Il s'approche de sa femme pour l'enlacer.

— ... Et je crains pour ta vie... Il peut être prêt à tout pour que la vérité ne soit connue..., termine-t-il d'une voix tremblante malgré lui.

L'antiquaire soupire et tourne la tête en signe de désapprobation.

— Jim, ne sois pas si méchant, ni si pessimiste ! Mon père n'est peut-être le meilleur des pères, mais je ne peux concevoir mon père meurtrier ! Impossible qu'il tue son frère ! Et impossible qu'il pense m'éliminer pour la simple raison que j'aide mon oncle !

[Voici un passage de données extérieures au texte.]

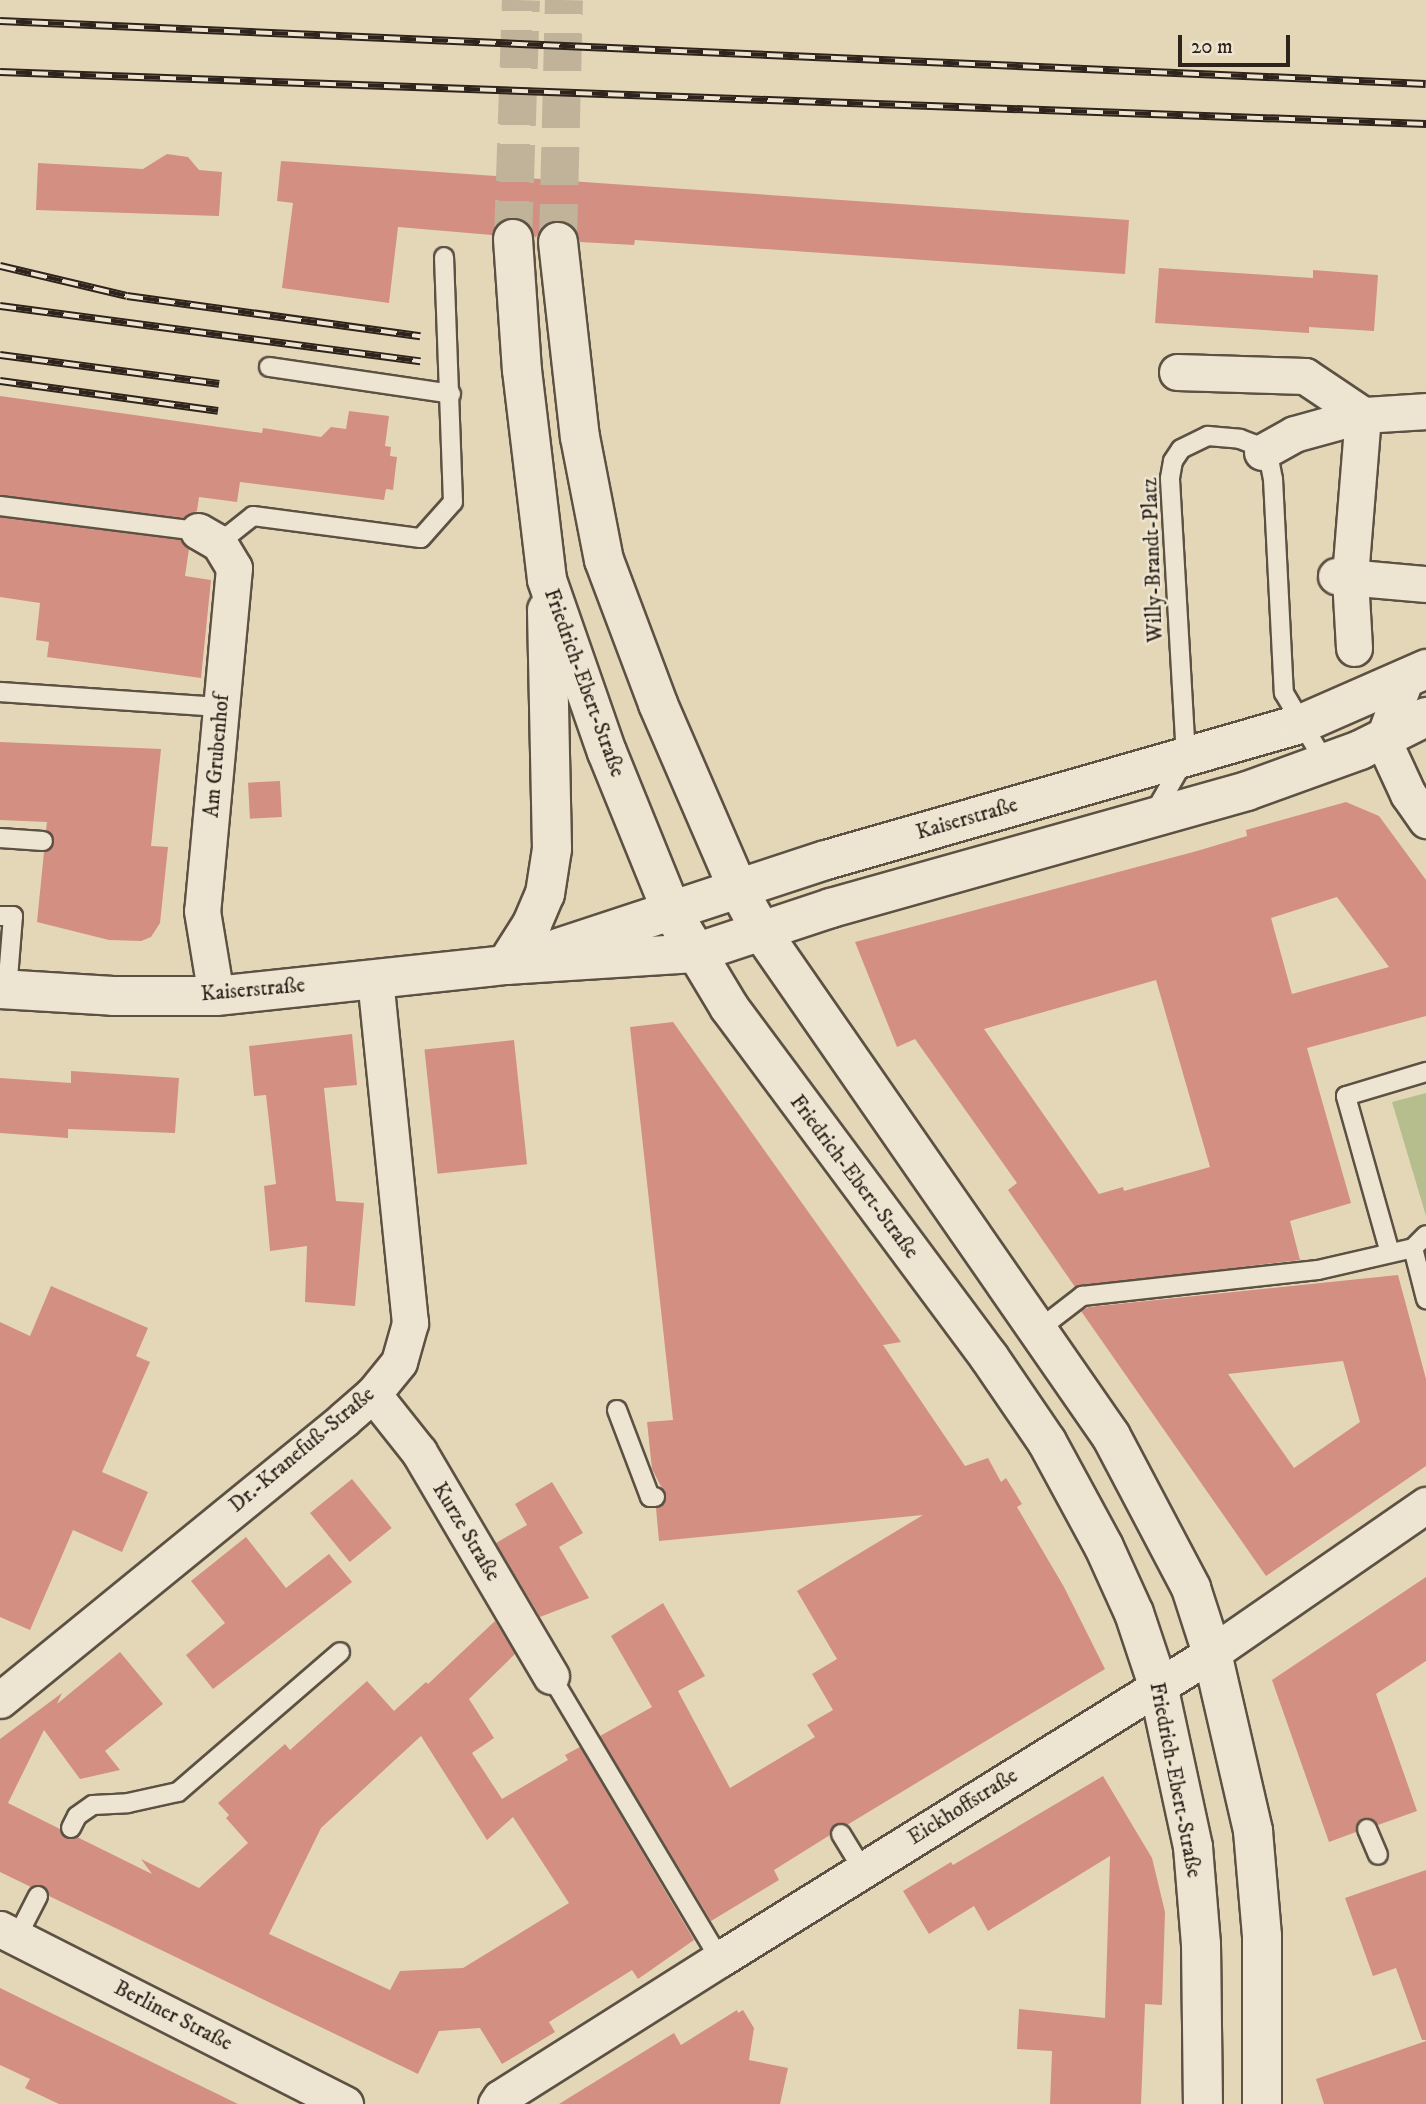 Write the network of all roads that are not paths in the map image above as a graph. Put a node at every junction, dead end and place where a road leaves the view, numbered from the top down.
1 (513, 239) tunnel mouth
2 (558, 242) tunnel mouth
3 (444, 257) dead end
4 (269, 367) dead end
5 (1177, 372) dead end
6 (451, 394) junction
7 (1426, 411) edge
8 (1363, 415) junction
9 (1262, 452) junction
10 (0, 506) edge
11 (209, 537) junction
12 (1343, 577) junction
13 (547, 580) junction
14 (1426, 584) edge
15 (1354, 648) dead end
16 (1416, 674) edge
17 (0, 692) edge
18 (221, 707) junction
19 (1426, 717) edge
20 (1301, 724) junction
21 (1382, 740) junction
22 (1186, 757) junction
23 (1326, 764) junction
24 (1426, 820) edge
25 (1149, 821) junction
26 (0, 838) edge
27 (43, 841) dead end
28 (738, 889) junction
29 (672, 912) junction
30 (0, 916) edge
31 (761, 931) junction
32 (695, 953) junction
33 (506, 965) junction
34 (375, 978) junction
35 (4, 989) edge
36 (216, 996) junction
37 (1426, 1072) edge
38 (1426, 1235) edge
39 (1413, 1248) junction
40 (1390, 1253) junction
41 (1426, 1299) edge
42 (1038, 1330) junction
43 (373, 1394) junction
44 (617, 1410) dead end
45 (654, 1497) dead end
46 (1426, 1505) edge
47 (340, 1652) dead end
48 (1212, 1653) junction
49 (551, 1676) joint
50 (1158, 1685) junction
51 (0, 1700) edge
52 (71, 1828) dead end
53 (1367, 1829) dead end
54 (841, 1834) dead end
55 (1378, 1855) dead end
56 (863, 1870) junction
57 (38, 1896) dead end
58 (8, 1933) edge
59 (720, 1959) junction
60 (345, 2104) edge
61 (496, 2104) edge
62 (1203, 2104) edge
63 (1262, 2104) edge

1 - 13 main road, Friedrich-Ebert-Straße
2 - 28 main road
3 - 6 lane
4 - 6 lane
5 - 8 street
6 - 11 lane
7 - 8 street
8 - 9 street
8 - 12 street
9 - 20 lane
9 - 22 lane, Willy-Brandt-Platz
10 - 11 lane
11 - 18 street, Am Grubenhof
12 - 14 street
12 - 15 street
13 - 29 main road, Friedrich-Ebert-Straße
13 - 33 main road
16 - 20 main road, Kaiserstraße
16 - 21 street
17 - 18 lane
18 - 36 street, Am Grubenhof
19 - 21 main road, Kaiserstraße
20 - 22 main road, Kaiserstraße
20 - 23 lane
21 - 23 main road, Kaiserstraße
21 - 24 street
22 - 25 lane
22 - 28 main road, Kaiserstraße
23 - 25 main road, Kaiserstraße
25 - 31 main road, Kaiserstraße
26 - 27 lane
28 - 29 main road, Kaiserstraße
28 - 31 main road
29 - 32 main road, Friedrich-Ebert-Straße
29 - 33 main road, Kaiserstraße
30 - 35 lane
31 - 32 main road, Kaiserstraße
31 - 42 main road
32 - 33 main road, Kaiserstraße
32 - 50 main road, Friedrich-Ebert-Straße
33 - 34 main road, Kaiserstraße
34 - 36 main road, Kaiserstraße
34 - 43 street, Dr.-Kranefuß-Straße
35 - 36 main road, Kaiserstraße
37 - 40 lane
38 - 39 lane
39 - 40 lane
39 - 41 lane
40 - 42 lane
42 - 48 main road
43 - 49 street, Kurze Straße
43 - 51 street, Dr.-Kranefuß-Straße
44 - 45 lane
46 - 48 street, Eickhoffstraße
47 - 52 lane
48 - 50 street, Eickhoffstraße
48 - 63 main road
49 - 59 lane
50 - 56 street, Eickhoffstraße
50 - 62 main road, Friedrich-Ebert-Straße
53 - 55 lane
54 - 56 lane
56 - 59 street, Eickhoffstraße
57 - 58 lane
58 - 60 street, Berliner Straße
59 - 61 street, Eickhoffstraße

— Nous verrons... Mais sois prudente, Mél ! Et tu peux demander l'aide de Carl Neely, il t'aidera sans l'ombre d'un doute.

— Et il y a cette vision qui me perturbe... Mon oncle qui reçoit un appel téléphonique de mon père concernant leurs parents... Et un coup de feu s'entend... Je ne comprends guère le sens de toutes ces paroles énigmatiques...

— Mél, maintenant, ne te tracasse pas trop avec ces histoires de famille. Sache que je te soutiens toujours, mais pense à ta santé avant tout ! Je ne veux pas que tu deviennes malade ou que tu mettes ta vie en danger pour des défunts !

Il enlace son épouse pour toute réponse. Celle-ci est très perplexe des paroles de son oncle et de sa vision. Soupirant, elle se détache de l'ambulancier pour s'assoir à côté de lui, observant le monument au centre du parc dédié aux hommes morts au combat lors des Guerres Mondiales. Le couple mange dans un silence complet. Silence lourd, chargé des non-dits des dangers possibles qui planent sur la jeune chuchoteuse d'esprits.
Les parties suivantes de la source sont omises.